Ontvangen 4 februari 2016
De ondergetekende stelt het volgende amendement voor:
I
In artikel I wordt onderdeel C als volgt gewijzigd:
1. In onderdeel 1 wordt in het eerste lid, tweede volzin, voor «een huishouden van 4 of meer personen» ingevoegd: een huishouden waarvan een lid of meerdere leden de pensioengerechtigde leeftijd, bedoeld in artikel 7a lid 1 van de Algemene Ouderdomswet, heeft of hebben bereikt en.
2. In onderdeel 4 wordt in het vierde lid, vijfde volzin, voor «een huishouden van 4 of meer personen» ingevoegd: een huishouden waarvan een lid of meerdere leden de pensioengerechtigde leeftijd, bedoeld in artikel 7a lid 1 van de Algemene Ouderdomswet, heeft of hebben bereikt of.
3. In onderdeel 5 wordt het zesde lid als volgt gewijzigd:
a. In onderdeel b wordt «, of» vervangen door een puntkomma.
b. Na onderdeel b wordt een onderdeel ingevoegd, luidende:
ba. dat hij of een ander lid van het huishouden de pensioengerechtigde leeftijd, bedoeld in artikel 7a lid 1 van de Algemene Ouderdomswet, heeft bereikt, of.
II
In artikel I wordt onderdeel E als volgt gewijzigd:
1. In onderdeel 1 wordt in het eerste lid, vijfde volzin, voor «of dat deel uitmaken van een huishouden van 4 of meer personen» ingevoegd: dat bereiken van de pensioengerechtigde leeftijd.

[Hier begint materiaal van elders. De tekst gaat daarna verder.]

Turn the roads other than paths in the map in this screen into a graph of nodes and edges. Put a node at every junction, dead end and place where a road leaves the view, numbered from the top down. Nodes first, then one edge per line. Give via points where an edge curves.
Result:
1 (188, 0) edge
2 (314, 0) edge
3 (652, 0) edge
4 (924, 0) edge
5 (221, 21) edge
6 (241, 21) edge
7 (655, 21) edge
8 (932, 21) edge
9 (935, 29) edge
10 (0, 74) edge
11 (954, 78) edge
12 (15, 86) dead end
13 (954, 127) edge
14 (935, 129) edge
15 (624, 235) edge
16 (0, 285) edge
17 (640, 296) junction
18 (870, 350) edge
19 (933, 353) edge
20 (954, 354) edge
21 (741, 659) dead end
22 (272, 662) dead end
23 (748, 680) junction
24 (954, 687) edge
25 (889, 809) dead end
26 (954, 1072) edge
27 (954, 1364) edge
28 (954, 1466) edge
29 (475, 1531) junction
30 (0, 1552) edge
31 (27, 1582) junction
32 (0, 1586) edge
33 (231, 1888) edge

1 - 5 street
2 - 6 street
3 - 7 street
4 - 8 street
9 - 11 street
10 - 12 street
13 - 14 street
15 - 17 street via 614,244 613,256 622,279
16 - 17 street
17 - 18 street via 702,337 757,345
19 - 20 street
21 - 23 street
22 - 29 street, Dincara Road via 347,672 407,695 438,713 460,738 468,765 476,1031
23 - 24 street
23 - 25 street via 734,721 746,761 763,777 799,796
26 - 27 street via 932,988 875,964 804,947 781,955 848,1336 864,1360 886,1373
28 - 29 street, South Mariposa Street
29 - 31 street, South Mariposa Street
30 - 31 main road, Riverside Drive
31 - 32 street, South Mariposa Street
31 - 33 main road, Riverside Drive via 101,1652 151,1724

2. In onderdeel 2 wordt voor «of dat deel uitmaken van een huishouden» ingevoegd «, dat bereiken van de pensioengerechtigde leeftijd» en wordt na «tot dat deel uitmaken» ingevoegd: , dat bereiken.
III
In artikel IV, onderdeel B, wordt in het tweede lid voor «die huurder deel uitmaakt van een huishouden van 4 of meer personen» ingevoegd: die overige bewoner op 1 januari van het jaar waarin de voorgestelde dag van ingang van de voorgestelde huurprijs is gelegen de op die datum geldende pensioengerechtigde leeftijd, bedoeld in artikel 7a, eerste lid, van de Algemene Ouderdomswet, heeft bereikt of.
Dit amendement regelt dat de hogere huurverhoging van inflatie + 4% op grond van een hoger inkomen blijkens de huishoudverklaring, niet kan worden voorgesteld aan huishoudens waarvan een persoon met de pensioengerechtigde leeftijd onderdeel uitmaakt.
De indiener is van mening dat het voor deze groep minder opportuun is hen middels een inkomenstoets te prikkelen tot doorstroming. Immers, gemiddeld genomen zal bij pensionering sprake zijn van een inkomensachteruitgang, terwijl het voor ouderen ook lastiger is om daadwerkelijk door te stromen naar een andere woning, onder meer omdat het verkrijgen van een woninghypotheek voor de volledige hypotheeksom voor hen, gezien hun leeftijd, over het algemeen moeilijker is. Dit zal een positief effect op het besteedbaar inkomen hebben voor een grote groep ouderen, namelijk 0,3% voor de groep tot € 43.786, oplopend tot 0,6% voor de groep met een inkomen hierboven.